Q about electric field between two parallel plates

[asdff529]

There are two expressions of electric field between two parallel plates,say one carries Q and another carries -Q
Then the electric field between them=σ/ε0
But there is another expression that E=V/d where d is their distance of separation
What are the differences between them?And what are the conditions when using either of one?
Thank you!

 

[ShayanJ]

Consider Gauss's law \oint \vec{E}\cdot\hat{n}da=\frac{q}{\varepsilon_0}.
Now take, as a Gaussian surface, a rectangular cube which includes only part of one of the planes and is far enough from the edges. The charge that it includes is q=lw\sigma where l and w are dimensions of the part of the cube which is parallel to the charged planes.From the symmetry, we know that the electric field is perpendicular to the plane of the cube parallel to the charged planes and is constant all over it and so the surface integral is just E lw and so we have E=\frac{\sigma}{\varepsilon_0}.
Now consider V=-\int_a^b \vec{E}\cdot\vec{dr} which is used for finding the potential difference between points a and b from the electric field.If electric field is constant along the way and isn't changing direction,the integral will be just the product of electric field and path length and we will have E=\frac V d. As you saw in the last paragraph,the electric field between the planes was constant along their separation and so the formula E=\frac V d can be used in that case.For example you can have V=\frac{d\sigma}{\varepsilon_0} for the potential difference between two points between the charged planes with separation d.
Its not that they are two different formulas.They're just in terms of different things.

 

[asdff529]

Consider Gauss's law \oint \vec{E}\cdot\hat{n}da=\frac{q}{\varepsilon_0}.
Now take, as a Gaussian surface, a rectangular cube which includes only part of one of the planes and is far enough from the edges. The charge that it includes is q=lw\sigma where l and w are dimensions of the part of the cube which is parallel to the charged planes.From the symmetry, we know that the electric field is perpendicular to the plane of the cube parallel to the charged planes and is constant all over it and so the surface integral is just E lw and so we have E=\frac{\sigma}{\varepsilon_0}.
Now consider V=-\int_a^b \vec{E}\cdot\vec{dr} which is used for finding the potential difference between points a and b from the electric field.If electric field is constant along the way and isn't changing direction,the integral will be just the product of electric field and path length and we will have E=Vd. As you saw in the last paragraph,the electric field between the planes was constant along their separation and so the formula E=Vd can be used in that case.For example you can have V=\frac{\sigma}{d\varepsilon_0} for the potential difference between two points between the charged planes with separation d.
Its not that they are two different formulas.They're just in terms of different things.
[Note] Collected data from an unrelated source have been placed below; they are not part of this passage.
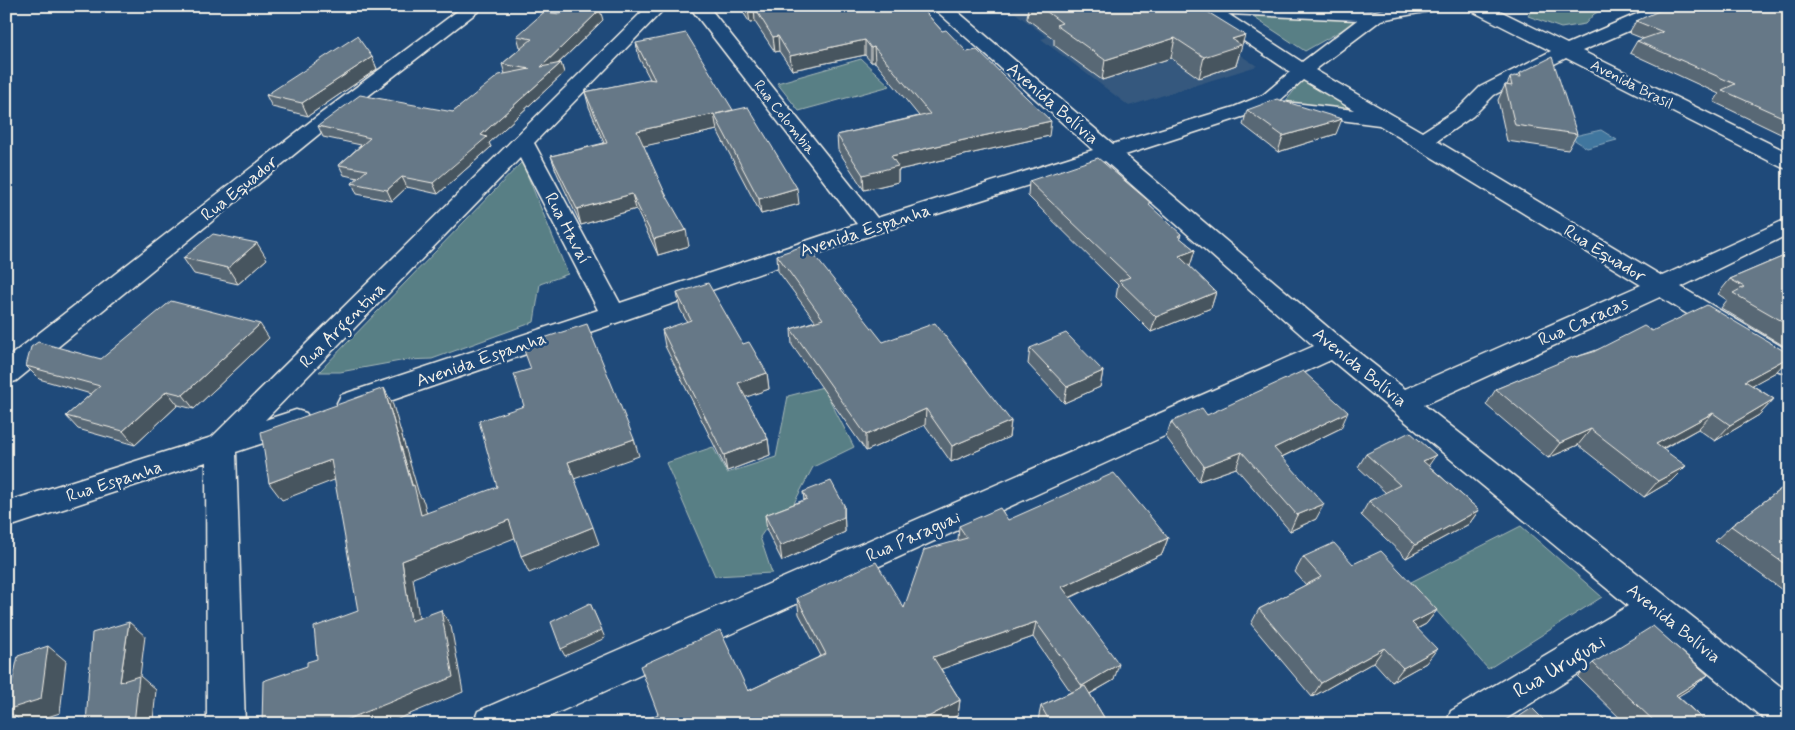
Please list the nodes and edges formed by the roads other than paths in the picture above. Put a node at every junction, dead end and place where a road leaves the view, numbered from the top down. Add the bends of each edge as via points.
1 (476, 6) edge
2 (658, 6) edge
3 (698, 6) edge
4 (940, 6) edge
5 (1204, 6) edge
6 (1430, 6) edge
7 (1476, 6) edge
8 (1671, 6) edge
9 (1375, 16) junction
10 (1568, 52) junction
11 (1302, 70) junction
12 (1256, 105) junction
13 (1388, 121) junction
14 (1422, 141) junction
15 (523, 142) junction
16 (1112, 153) junction
17 (1789, 162) edge
18 (1789, 225) edge
19 (872, 227) junction
20 (1660, 287) junction
21 (613, 314) junction
22 (1334, 348) junction
23 (1789, 364) edge
24 (6, 374) edge
25 (1403, 402) junction
26 (221, 446) junction
27 (6, 515) edge
28 (1655, 608) junction
29 (1789, 716) edge
30 (226, 724) edge
31 (491, 724) edge
32 (1464, 724) edge

1 - 24 street, Rua Equador via 322,122
2 - 15 street, Rua Argentina
3 - 19 street, Rua Colombia
4 - 16 street, Avenida Bolívia
5 - 9 street
5 - 11 street, Rua Equador
6 - 9 street
7 - 10 street, Avenida Brasil
8 - 10 street
9 - 11 street, Avenida Espanha
10 - 14 street via 1541,62 1487,91 1466,112
10 - 17 street, Avenida Brasil
11 - 12 street, Avenida Espanha via 1270,98
11 - 13 street, Rua Equador
12 - 13 street
12 - 16 street, Avenida Espanha
13 - 14 street, Rua Equador
14 - 20 street, Rua Equador
15 - 21 street, Rua Havaí
15 - 26 street, Rua Argentina
16 - 19 street, Avenida Espanha
16 - 22 street, Avenida Bolívia
18 - 20 street, Rua Caracas
19 - 21 street, Avenida Espanha
20 - 23 street, Rua Equador
20 - 25 street, Rua Caracas
21 - 26 street, Avenida Espanha
22 - 25 street, Avenida Bolívia
22 - 31 street, Rua Paraguai
25 - 28 street, Avenida Bolívia
26 - 27 street, Rua Espanha
26 - 30 street
28 - 29 street, Avenida Bolívia
28 - 32 street, Rua Uruguai

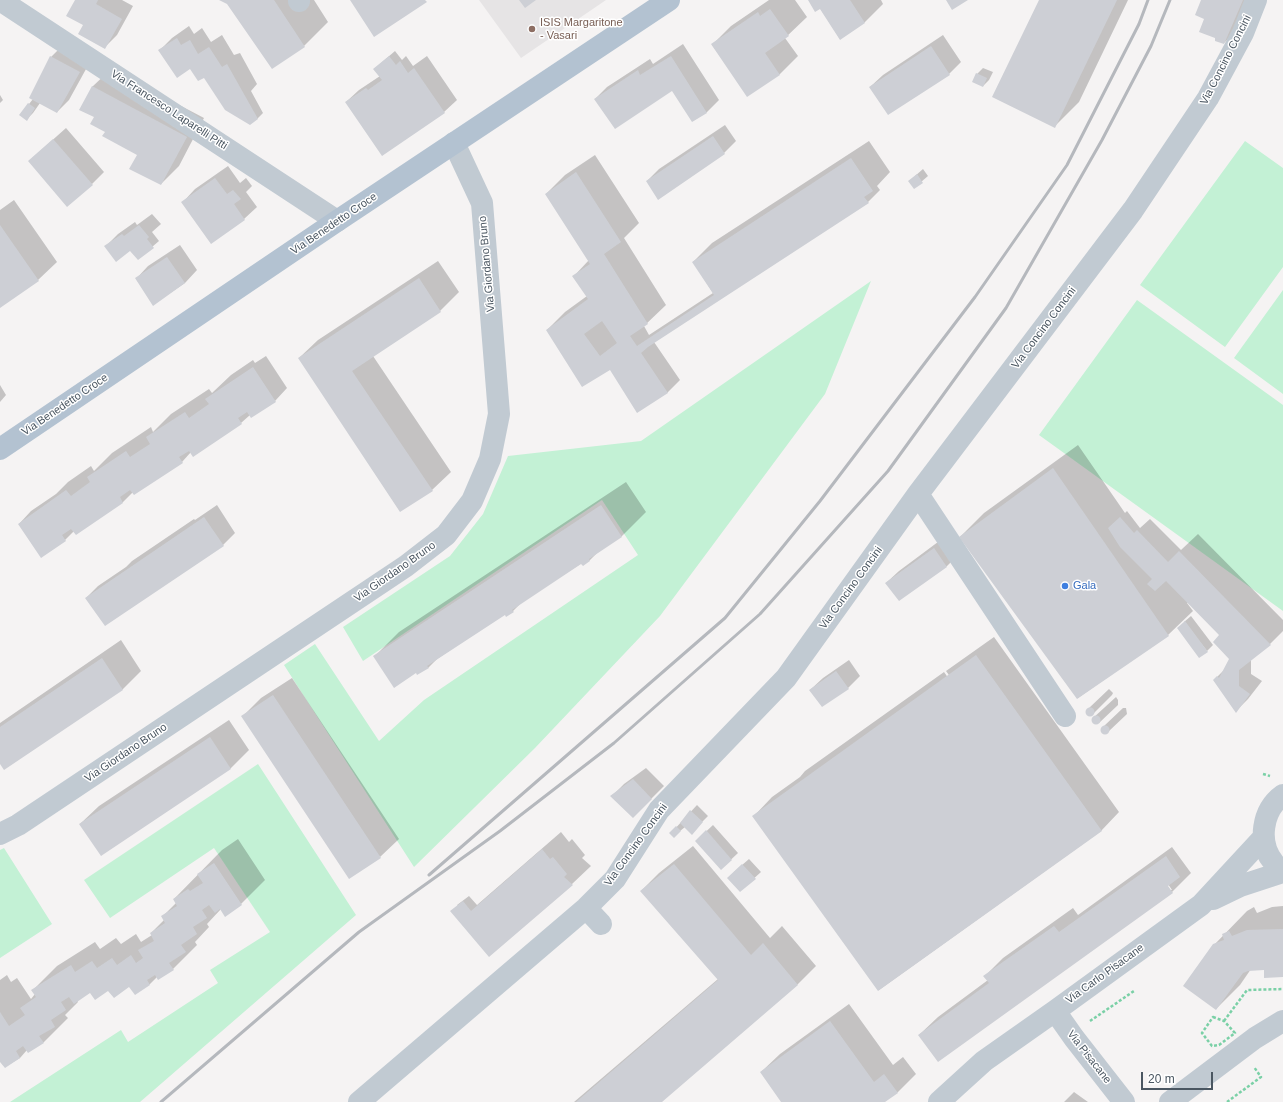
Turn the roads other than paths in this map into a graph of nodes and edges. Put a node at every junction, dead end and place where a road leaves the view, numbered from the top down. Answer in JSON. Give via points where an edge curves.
{"nodes":[{"id":1,"x":669,"y":0,"type":"edge"},
{"id":2,"x":1256,"y":0,"type":"edge"},
{"id":3,"x":2,"y":2,"type":"edge"},
{"id":4,"x":454,"y":143,"type":"junction"},
{"id":5,"x":337,"y":221,"type":"junction"},
{"id":6,"x":0,"y":449,"type":"edge"},
{"id":7,"x":918,"y":494,"type":"junction"},
{"id":8,"x":1066,"y":716,"type":"dead end"},
{"id":9,"x":1283,"y":795,"type":"edge"},
{"id":10,"x":0,"y":834,"type":"edge"},
{"id":11,"x":1263,"y":838,"type":"junction"},
{"id":12,"x":1283,"y":872,"type":"edge"},
{"id":13,"x":1201,"y":905,"type":"junction"},
{"id":14,"x":586,"y":908,"type":"junction"},
{"id":15,"x":601,"y":924,"type":"dead end"},
{"id":16,"x":1055,"y":1011,"type":"junction"},
{"id":17,"x":1283,"y":1021,"type":"edge"},
{"id":18,"x":359,"y":1102,"type":"edge"},
{"id":19,"x":939,"y":1102,"type":"edge"},
{"id":20,"x":1124,"y":1102,"type":"edge"},
{"id":21,"x":1170,"y":1102,"type":"edge"}],
"edges":[{"from":1,"to":4,"type":"main road","name":"Via Benedetto Croce"},
{"from":2,"to":7,"type":"street","name":"Via Concino Concini","via":[[1243,32],[1208,98],[1133,210]]},
{"from":3,"to":5,"type":"street","name":"Via Francesco Laparelli Pitti"},
{"from":4,"to":5,"type":"main road","name":"Via Benedetto Croce"},
{"from":4,"to":10,"type":"street","name":"Via Giordano Bruno","via":[[482,203],[499,414],[490,460],[472,501],[446,535],[406,566],[18,825]]},
{"from":5,"to":6,"type":"main road","name":"Via Benedetto Croce"},
{"from":7,"to":8,"type":"street"},
{"from":7,"to":14,"type":"street","name":"Via Concino Concini","via":[[786,678],[659,810],[615,879]]},
{"from":9,"to":11,"type":"street","via":[[1269,810]]},
{"from":11,"to":12,"type":"street","via":[[1273,862]]},
{"from":11,"to":13,"type":"street","name":"Via Carlo Pisacane"},
{"from":12,"to":13,"type":"street","via":[[1240,886]]},
{"from":13,"to":16,"type":"street","name":"Via Carlo Pisacane"},
{"from":14,"to":15,"type":"street"},
{"from":14,"to":18,"type":"street","name":"Via Concino Concini","via":[[399,1081]]},
{"from":16,"to":19,"type":"street","name":"Via Carlo Pisacane","via":[[984,1061]]},
{"from":16,"to":20,"type":"street","name":"Via Pisacane"},
{"from":17,"to":21,"type":"street","via":[[1255,1038]]}]}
but my teacher said if we use E=σ/ε0 and Q is kept constant,the electric field is independent of d.
it seems that there is a contradiction,because E=V/d as well,where am i wrong?

 

[ShayanJ]

but my teacher said if we use E=σ/ε0 and Q is kept constant,the electric field is independent of d.
it seems that there is a contradiction,because E=V/d as well,where am i wrong?

There is no contradiction. E=V/d doesn't mean E depends on d! Because V can be a function of d as well.

 

[sophiecentaur]

but my teacher said if we use E=σ/ε0 and Q is kept constant,the electric field is independent of d.
it seems that there is a contradiction,because E=V/d as well,where am i wrong?

There is no contradiction. The one expression can be re-arranged into the other.
The quantity in this relationship is Capacitance (C) and Q = CV
You can replace this by σ=c₀V
where c₀ is the capacitance per unit area.

Keeping Q constant and increasing d will require work, so V will have increased. The Volts per Meter will remain the same. Alternatively, separating the plates will decrease the Capacitance, which implies an increase in V.